Changes in cortical activity measured with EEG during a high-intensity cycling exercise

Abstract

This study investigated the effects of a high-intensity cycling exercise on changes in spectral and temporal aspects of electroencephalography (EEG) measured from 10 experienced cyclists. Cyclists performed a maximum aerobic power test on the first testing day followed by a time-to-exhaustion trial at 85% of their maximum power output on 2 subsequent days that were separated by ∼48 h. EEG was recorded using a 64-channel system at 500 Hz. Independent component (IC) analysis parsed the EEG scalp data into maximal ICs. An equivalent current dipole model was calculated for each IC, and results were clustered across subjects. A time-frequency analysis of the identified electrocortical clusters was performed to investigate the magnitude and timing of event-related spectral perturbations. Significant changes (P < 0.05) in electrocortical activity were found in frontal, supplementary motor and parietal areas of the cortex. Overall, there was a significant increase in EEG power as fatigue developed throughout the exercise. The strongest increase was found in the frontal area of the cortex. The timing of event-related desynchronization within the supplementary motor area corresponds with the onset of force production and the transition from flexion to extension in the pedaling cycle. The results indicate an involvement of the cerebral cortex during the pedaling task that most likely involves executive control function, as well as motor planning and execution.

Keywords: electroencephalography; fatigue; locomotion; motor control.

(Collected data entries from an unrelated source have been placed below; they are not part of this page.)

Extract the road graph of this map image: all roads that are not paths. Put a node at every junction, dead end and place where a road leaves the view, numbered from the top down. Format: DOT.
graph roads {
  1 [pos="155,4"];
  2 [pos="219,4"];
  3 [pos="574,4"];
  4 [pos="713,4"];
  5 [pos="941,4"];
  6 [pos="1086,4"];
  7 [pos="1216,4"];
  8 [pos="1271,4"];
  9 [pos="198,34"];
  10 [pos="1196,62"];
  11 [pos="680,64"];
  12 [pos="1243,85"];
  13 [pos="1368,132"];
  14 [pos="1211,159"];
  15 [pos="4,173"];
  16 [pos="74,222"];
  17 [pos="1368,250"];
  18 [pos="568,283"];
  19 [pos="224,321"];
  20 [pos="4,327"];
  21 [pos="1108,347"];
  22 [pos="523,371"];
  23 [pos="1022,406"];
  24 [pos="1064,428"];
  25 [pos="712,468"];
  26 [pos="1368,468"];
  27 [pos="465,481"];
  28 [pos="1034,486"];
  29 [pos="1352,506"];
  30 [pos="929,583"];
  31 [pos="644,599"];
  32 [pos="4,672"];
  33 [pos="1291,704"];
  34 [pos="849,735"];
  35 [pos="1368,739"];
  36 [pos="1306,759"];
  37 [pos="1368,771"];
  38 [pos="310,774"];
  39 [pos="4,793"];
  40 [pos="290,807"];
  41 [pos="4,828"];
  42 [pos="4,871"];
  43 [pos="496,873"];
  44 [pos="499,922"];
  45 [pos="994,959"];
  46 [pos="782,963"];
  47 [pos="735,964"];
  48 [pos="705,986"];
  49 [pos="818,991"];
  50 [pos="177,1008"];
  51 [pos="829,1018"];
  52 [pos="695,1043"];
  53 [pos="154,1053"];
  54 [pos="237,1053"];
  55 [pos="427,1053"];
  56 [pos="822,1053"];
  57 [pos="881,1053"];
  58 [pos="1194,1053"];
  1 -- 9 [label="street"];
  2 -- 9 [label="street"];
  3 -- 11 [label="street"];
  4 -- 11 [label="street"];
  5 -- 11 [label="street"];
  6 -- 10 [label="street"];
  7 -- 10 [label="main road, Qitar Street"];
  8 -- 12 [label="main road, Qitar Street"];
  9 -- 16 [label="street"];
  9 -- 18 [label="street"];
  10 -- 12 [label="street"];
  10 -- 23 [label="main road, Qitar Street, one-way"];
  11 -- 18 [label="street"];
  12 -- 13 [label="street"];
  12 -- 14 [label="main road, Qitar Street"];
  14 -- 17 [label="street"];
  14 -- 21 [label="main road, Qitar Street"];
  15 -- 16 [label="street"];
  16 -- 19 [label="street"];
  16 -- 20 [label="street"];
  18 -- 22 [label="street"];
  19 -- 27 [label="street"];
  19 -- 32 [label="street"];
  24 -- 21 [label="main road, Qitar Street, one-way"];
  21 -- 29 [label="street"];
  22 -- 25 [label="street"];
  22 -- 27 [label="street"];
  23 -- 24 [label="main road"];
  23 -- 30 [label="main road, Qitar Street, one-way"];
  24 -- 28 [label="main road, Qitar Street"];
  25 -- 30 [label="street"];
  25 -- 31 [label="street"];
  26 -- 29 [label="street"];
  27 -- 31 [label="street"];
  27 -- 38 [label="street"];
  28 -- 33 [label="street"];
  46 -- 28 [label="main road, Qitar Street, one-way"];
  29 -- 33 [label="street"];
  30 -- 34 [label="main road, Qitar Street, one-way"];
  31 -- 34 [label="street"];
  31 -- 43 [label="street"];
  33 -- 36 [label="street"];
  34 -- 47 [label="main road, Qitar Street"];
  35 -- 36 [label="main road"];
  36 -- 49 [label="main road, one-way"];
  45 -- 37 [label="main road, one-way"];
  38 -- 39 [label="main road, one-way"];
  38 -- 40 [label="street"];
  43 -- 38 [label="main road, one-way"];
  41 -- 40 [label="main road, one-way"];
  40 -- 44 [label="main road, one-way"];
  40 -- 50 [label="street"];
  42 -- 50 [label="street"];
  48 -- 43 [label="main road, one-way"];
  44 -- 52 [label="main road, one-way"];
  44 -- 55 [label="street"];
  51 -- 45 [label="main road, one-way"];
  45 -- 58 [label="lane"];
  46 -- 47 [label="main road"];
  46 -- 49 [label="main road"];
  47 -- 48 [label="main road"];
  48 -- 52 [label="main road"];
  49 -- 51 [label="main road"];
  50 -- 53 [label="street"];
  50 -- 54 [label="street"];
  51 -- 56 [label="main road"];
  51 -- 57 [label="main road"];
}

Copyright © 2016 the American Physiological Society.

Figures

Fig. 1.

A: schematic drawing of the experimental setup. Participants were equipped with a tight-fitting 64-channel electroencephalography (EEG) system and several electrodes to record lower limb electromyography (EMG). Cables were securely attached to the subject's back to avoid artifacts due to cable movement. B: the cadence of a representative subject for a complete time-to-exhaustion trial (gray line). The black line shows the cadence when applying a moving average with a window size of 50-pedal revolutions. The dashed line shows the cadence that the participant voluntarily chose to start the trial. The dotted line shows the corresponding cut-off cadence to define task failure. The hatched areas with the horizontal lines depict the time frame corresponding to the fresh and fatigue condition used for the analysis. The shaded gray area corresponds to the last 5% of the trial ultimately prior to task failure. C: the average cadence across all subjects for the fresh and fatigue phase as well as immediately before task failure. *Significant difference compared with the fresh condition (P < 0.01). †Significant difference compared with the fresh and fatigue condition (P < 0.01). rpm, Revolutions per minute.

Fig. 2.

Scalp map projections from the dipole clusters and power spectra for electrocortical sources corresponding to frontal cortex [Brodmann area (BA) 8; top left], supplementary motor area (SMA) (BA 6; bottom left), right parietal cortex (BA 7; top right), and left parietal cortex (BA 39; bottom right). The scale indicates the strength of the cluster average scalp projection to each electrode. The traces indicate the fresh (black) and fatigue (gray) conditions with shaded gray areas indicating the 95% confidence intervals. The MRI images show the dipole clusters in the sagittal and coronal planes. ICs, independent components.

Fig. 3.

A: event-related spectral perturbations (ERSP) plot of BA 6 showing modulations in EEG spectral power throughout the pedaling cycle (x-axis) as a function of frequency (y-axis, log scaled) with light gray and dark gray indicating increased and decreased activity with respect to the average spectrogram, respectively. Left plot shows data for the fresh condition (first 20%), and the middle plot for the fatigue condition (last 20%). The right plot shows the difference (fresh minus fatigue) between the two conditions with any nonsignificant differences set to zero. B: the plots below show the time-dependent brain activation across the pedaling cycle in the α-, β- and low γ-frequency bands. The gray and white areas indicate the down stroke (power production phase) of the right and left leg, respectively. The onset of right down stroke (RDS) and left down stroke (LDS) corresponds to the right and left leg passing the top dead center (TDC) and is indicated by the arrows below the x-axis.

Fig. 4.

Grand average EMG waveforms in the fresh (black) and fatigue (gray) condition for six lower limb muscles. The x-axis shows the crank cycle with zero referring to the TDC. The y-axis shows the EMG activity normalized to the mean activity of each muscle across the pedaling cycle in the fresh condition.